Lala Salim, Knowles Martyn, Timaran David, Baig Mirza Shadman, Valentine James, Timaran Carlos
Division of Vascular Surgery, University of Texas Southwestern Medical Center, Dallas, Tex.
Division of Vascular Surgery, University of North Carolina, Chapel Hill, NC.
J Vasc Surg. 2016 Sep;64(3):692-7. doi: 10.1016/j.jvs.2016.02.031. Epub 2016 Jun 8.
The Zenith (Cook Medical, Bloomington, Ind) fenestrated endovascular graft may be designed with single-wide scallops or large fenestrations to address the superior mesenteric artery (SMA). Misalignment of the SMA with an unstented scallop or a large fenestration is possible. This study assessed SMA outcomes after fenestrated endovascular aortic aneurysm repair (FEVAR).
During an 18-month period, 47 FEVARs were performed at a single institution. For analysis, patients were grouped according to unstented (n = 23) vs stented (n = 24) SMA scallops/fenestrations. The Institutional Review Board approved this single-institution observational study. Because this was a retrospective review of the data, patient consent was unnecessary for the study.

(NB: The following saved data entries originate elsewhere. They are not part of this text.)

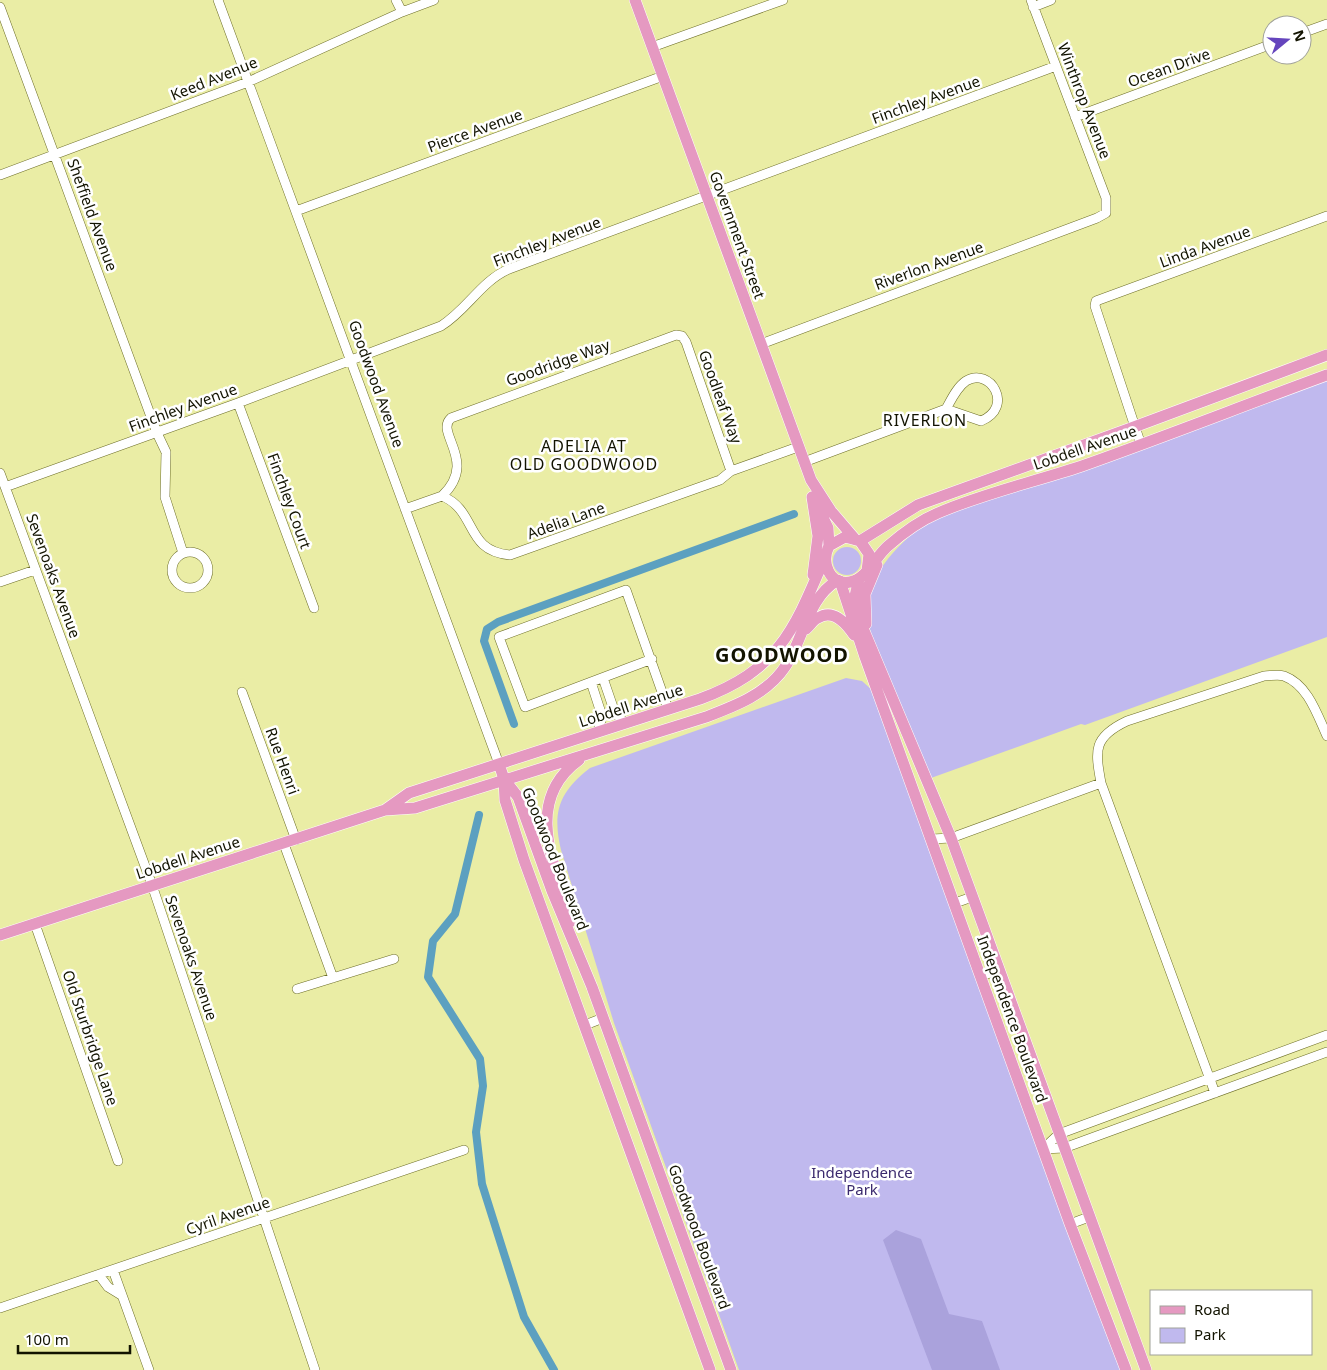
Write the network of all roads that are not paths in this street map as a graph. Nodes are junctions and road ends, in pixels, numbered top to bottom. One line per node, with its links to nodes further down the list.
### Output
1 (218, 0): 16 (street, Goodwood Avenue)
2 (396, 0): 9 (street)
3 (434, 0): 9 (street, Keed Avenue)
4 (635, 0): 12 (main road, Government Street)
5 (783, 0): 12 (street)
6 (1051, 0): 7 (street)
7 (1032, 3): 14 (street, Winthrop Avenue)
8 (0, 8): 18 (street, Sheffield Avenue)
9 (402, 12): 16 (street, Keed Avenue)
10 (1327, 24): 11 (street)
11 (1312, 29)
12 (652, 47): 15 (main road, Government Street)
13 (1262, 48): 17 (street, Ocean Drive)
14 (1056, 66): 17 (street, Winthrop Avenue); 20 (street, Finchley Avenue)
15 (663, 76): 20 (main road, Government Street); 21 (street, Pierce Avenue)
16 (248, 82): 18 (street, Keed Avenue); 21 (street, Goodwood Avenue)
17 (1075, 117): 22 (street, Winthrop Avenue)
18 (56, 155): 19 (street, Keed Avenue); 32 (street, Sheffield Avenue)
19 (0, 175)
20 (707, 197): 25 (main road, Government Street); 27 (street, Finchley Avenue)
21 (296, 212): 27 (street, Goodwood Avenue)
22 (1106, 213): 25 (street, Riverlon Avenue)
23 (1327, 216): 31 (street, Linda Avenue)
24 (679, 335): 36 (street, Goodleaf Way); 40 (street, Goodridge Way)
25 (761, 344): 34 (main road, Government Street)
26 (1327, 355): 31 (main road, Lobdell Avenue)
27 (351, 360): 29 (street, Finchley Avenue); 42 (street, Goodwood Avenue)
28 (1327, 374): 33 (main road, Lobdell Avenue)
29 (238, 403): 32 (street, Finchley Avenue); 54 (street, Finchley Court)
30 (946, 410): 30 (street); 35 (street)
31 (1134, 427): 33 (street); 44 (main road, Lobdell Avenue)
32 (157, 433): 39 (street, Finchley Avenue); 47 (street, Sheffield Avenue)
33 (1141, 445): 48 (main road, Lobdell Avenue)
34 (798, 447): 35 (main road, Government Street); 36 (street, Adelia Lane)
35 (804, 462): 38 (main road, Government Street)
36 (731, 471): 40 (street, Adelia Lane)
37 (0, 473): 39 (street, Sevenoaks Avenue)
38 (811, 480): 41 (main road, Government Street); 43 (main road, Government Street)
39 (5, 487): 49 (street, Sevenoaks Avenue)
40 (442, 496): 42 (street)
41 (812, 497): 46 (main road, Government Street); 53 (main road)
42 (405, 508): 72 (street, Goodwood Avenue)
43 (843, 526): 44 (main road); 45 (main road, Government Street)
44 (873, 532): 45 (main road, Lobdell Avenue)
45 (858, 540): 46 (main road); 50 (main road)
46 (827, 551): 51 (main road); 53 (main road, Lobdell Avenue)
47 (183, 553): 47 (street)
48 (881, 553): 50 (main road, Lobdell Avenue); 57 (main road)
49 (35, 570): 52 (street); 81 (street, Sevenoaks Avenue)
50 (863, 575): 51 (main road); 57 (main road)
51 (839, 581): 55 (main road, Lobdell Avenue); 56 (main road)
52 (0, 582)
53 (813, 584): 58 (main road, Lobdell Avenue)
54 (314, 608)
55 (804, 630): 56 (main road); 60 (main road, Lobdell Avenue)
56 (859, 642): 77 (main road, Independence Boulevard)
57 (871, 646): 76 (main road, Independence Boulevard)
58 (772, 656): 60 (main road); 64 (main road, Lobdell Avenue)
59 (652, 660): 61 (street); 62 (street); 65 (street)
60 (784, 668): 66 (main road, Lobdell Avenue)
61 (603, 678): 62 (street); 67 (street)
62 (591, 682): 69 (street)
63 (242, 692): 78 (street, Rue Henri)
64 (700, 699): 65 (main road, Lobdell Avenue); 66 (main road)
65 (668, 709): 67 (main road, Lobdell Avenue)
66 (706, 717): 71 (main road, Lobdell Avenue)
67 (624, 723): 69 (main road, Lobdell Avenue)
68 (1325, 727): 70 (street); 74 (street)
69 (598, 732): 72 (main road, Lobdell Avenue)
70 (1327, 736)
71 (586, 755): 73 (main road, Lobdell Avenue); 91 (main road)
72 (499, 764): 73 (main road, Goodwood Avenue); 75 (main road, Lobdell Avenue)
73 (504, 779): 75 (main road, Lobdell Avenue); 80 (main road, Goodwood Boulevard); 82 (main road, Goodwood Boulevard)
74 (1101, 783): 76 (street); 97 (street)
75 (385, 810): 78 (main road, Lobdell Avenue)
76 (951, 838): 77 (street); 83 (main road, Independence Boulevard)
77 (932, 839): 84 (main road, Independence Boulevard)
78 (296, 840): 79 (main road, Lobdell Avenue)
79 (284, 844): 81 (main road, Lobdell Avenue); 90 (street)
80 (524, 860): 82 (main road); 94 (main road, Goodwood Boulevard)
81 (152, 886): 85 (main road, Lobdell Avenue); 107 (street, Sevenoaks Avenue)
82 (552, 891): 91 (main road, Goodwood Boulevard)
83 (972, 897): 84 (street); 88 (main road, Independence Boulevard)
84 (955, 903): 89 (main road, Independence Boulevard)
85 (36, 924): 86 (main road, Lobdell Avenue); 103 (street, Old Sturbridge Lane)
86 (0, 935)
87 (394, 959): 90 (street)
88 (999, 970): 89 (street); 99 (main road, Independence Boulevard)
89 (981, 976): 101 (main road, Independence Boulevard)
90 (332, 978): 92 (street)
91 (592, 987): 93 (main road, Goodwood Boulevard)
92 (298, 989)
93 (603, 1018): 94 (street); 105 (main road, Goodwood Boulevard)
94 (584, 1025): 104 (main road, Goodwood Boulevard)
95 (1327, 1034): 97 (street)
96 (1327, 1052): 98 (street)
97 (1209, 1078): 98 (street); 99 (street)
98 (1215, 1093): 100 (street)
99 (1059, 1134): 100 (main road, Independence Boulevard); 101 (street)
100 (1064, 1148): 101 (street); 106 (main road, Independence Boulevard)
101 (1043, 1149): 108 (main road, Independence Boulevard)
102 (464, 1150): 107 (street, Cyril Avenue)
103 (118, 1161)
104 (643, 1183): 105 (main road); 112 (main road, Goodwood Boulevard)
105 (674, 1215): 118 (main road, Goodwood Boulevard)
106 (1089, 1217): 108 (street); 120 (main road, Independence Boulevard)
107 (264, 1219): 109 (street, Cyril Avenue); 115 (street, Sevenoaks Avenue)
108 (1070, 1224): 119 (main road, Independence Boulevard)
109 (113, 1270): 110 (street, Cyril Avenue); 111 (street)
110 (99, 1275): 111 (street); 113 (street, Cyril Avenue)
111 (121, 1295): 114 (street)
112 (684, 1296): 116 (main road, Goodwood Boulevard); 117 (main road)
113 (0, 1308)
114 (150, 1370)
115 (315, 1370)
116 (710, 1370)
117 (718, 1370)
118 (731, 1370)
119 (1126, 1370)
120 (1146, 1370)

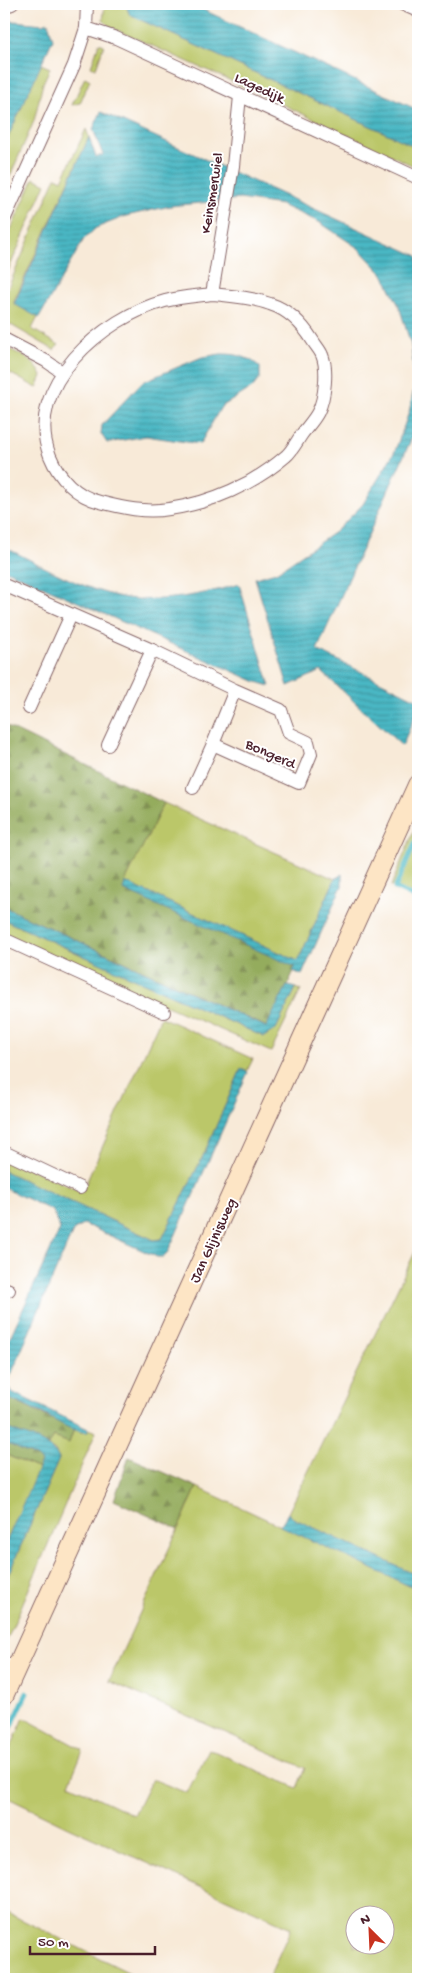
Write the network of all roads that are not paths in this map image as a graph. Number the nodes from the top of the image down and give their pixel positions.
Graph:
1 (12, 4) edge
2 (87, 4) edge
3 (402, 4) edge
4 (4, 7) edge
5 (418, 12) edge
6 (86, 28) junction
7 (240, 96) junction
8 (418, 178) edge
9 (4, 220) edge
10 (212, 294) junction
11 (4, 339) edge
12 (62, 372) junction
13 (4, 585) edge
14 (71, 615) junction
15 (152, 650) junction
16 (235, 690) junction
17 (29, 708) dead end
18 (213, 744) junction
19 (108, 745) dead end
20 (418, 784) edge
21 (193, 788) dead end
22 (4, 939) edge
23 (164, 1012) dead end
24 (4, 1152) edge
25 (80, 1188) dead end
26 (10, 1665) edge
27 (4, 1695) edge

1 - 4 street
2 - 6 street
3 - 5 street
6 - 7 street, Lagedijk
6 - 9 street
7 - 8 street, Lagedijk
7 - 10 street, Keinsmerwiel
10 - 12 street
10 - 12 street
11 - 12 street
13 - 14 street, Bongerd
14 - 15 street, Bongerd
14 - 17 street
15 - 16 street, Bongerd
15 - 19 street
16 - 18 street
16 - 18 street, Bongerd
18 - 21 street
20 - 26 street, Jan Glijnisweg
22 - 23 street
24 - 25 street
26 - 27 street, Jan Glijnisweg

Technical success for FEVAR was 100%. The median follow-up period was 7.7 months (range, 1-16 months). Nine of 21 patients (43%) in the unstented group had some degree of misalignment of the SMA (range, 9%-71%). Among these, four patients (44%) developed complications: three SMA stenoses and one occlusion. The mean peak systolic velocity in patients with and without SMA misalignment was 317.8 cm/s vs 188.4 cm/s (P < .08), respectively. No misalignment occurred in the stented group, and only one of 19 patients (5%) developed an SMA stenosis that required angioplasty. Overall, patients with unstented SMAs had significantly more adverse events directly attributable to SMA misalignment than the stented group (44% vs 5%, respectively; P < .05).
Misalignment of the SMA with the use of unstented unreinforced scallops or fenestrations occurs frequently. Routine stenting of single-wide and large fenestrations, when feasible, may be a safer option for patients undergoing FEVAR.
Cook Medical公司(位于印第安纳州布卢明顿)生产的Zenith开窗型血管内移植物可设计为单宽扇贝形或大开窗,以处理肠系膜上动脉(SMA)。SMA与无支架扇贝形或大开窗可能会出现错位。本研究评估了开窗型血管内主动脉瘤修复术(FEVAR)后SMA的情况。
在18个月期间,在单一机构进行了47例FEVAR手术。为进行分析,根据无支架(n = 23)与有支架(n = 24)的SMA扇贝形/开窗情况对患者进行分组。机构审查委员会批准了这项单一机构观察性研究。由于这是对数据的回顾性审查,该研究无需患者同意。
FEVAR的技术成功率为100%。中位随访期为7.7个月(范围1 - 16个月)。无支架组21例患者中有9例(43%)存在一定程度的SMA错位(范围9% - 71%)。其中,4例患者(44%)出现并发症:3例SMA狭窄和1例闭塞。有SMA错位和无SMA错位患者的平均收缩期峰值流速分别为317.8 cm/s和188.4 cm/s(P < 0.08)。有支架组未出现错位,19例患者中只有1例(5%)发生了需要血管成形术的SMA狭窄。总体而言,无支架SMA的患者因SMA错位直接导致的不良事件明显多于有支架组(分别为44%和5%;P < 0.05)。
使用无支架、无加强的扇贝形或开窗时SMA错位经常发生。对于接受FEVAR的患者,在可行的情况下,对单宽和大开窗进行常规支架置入可能是更安全的选择。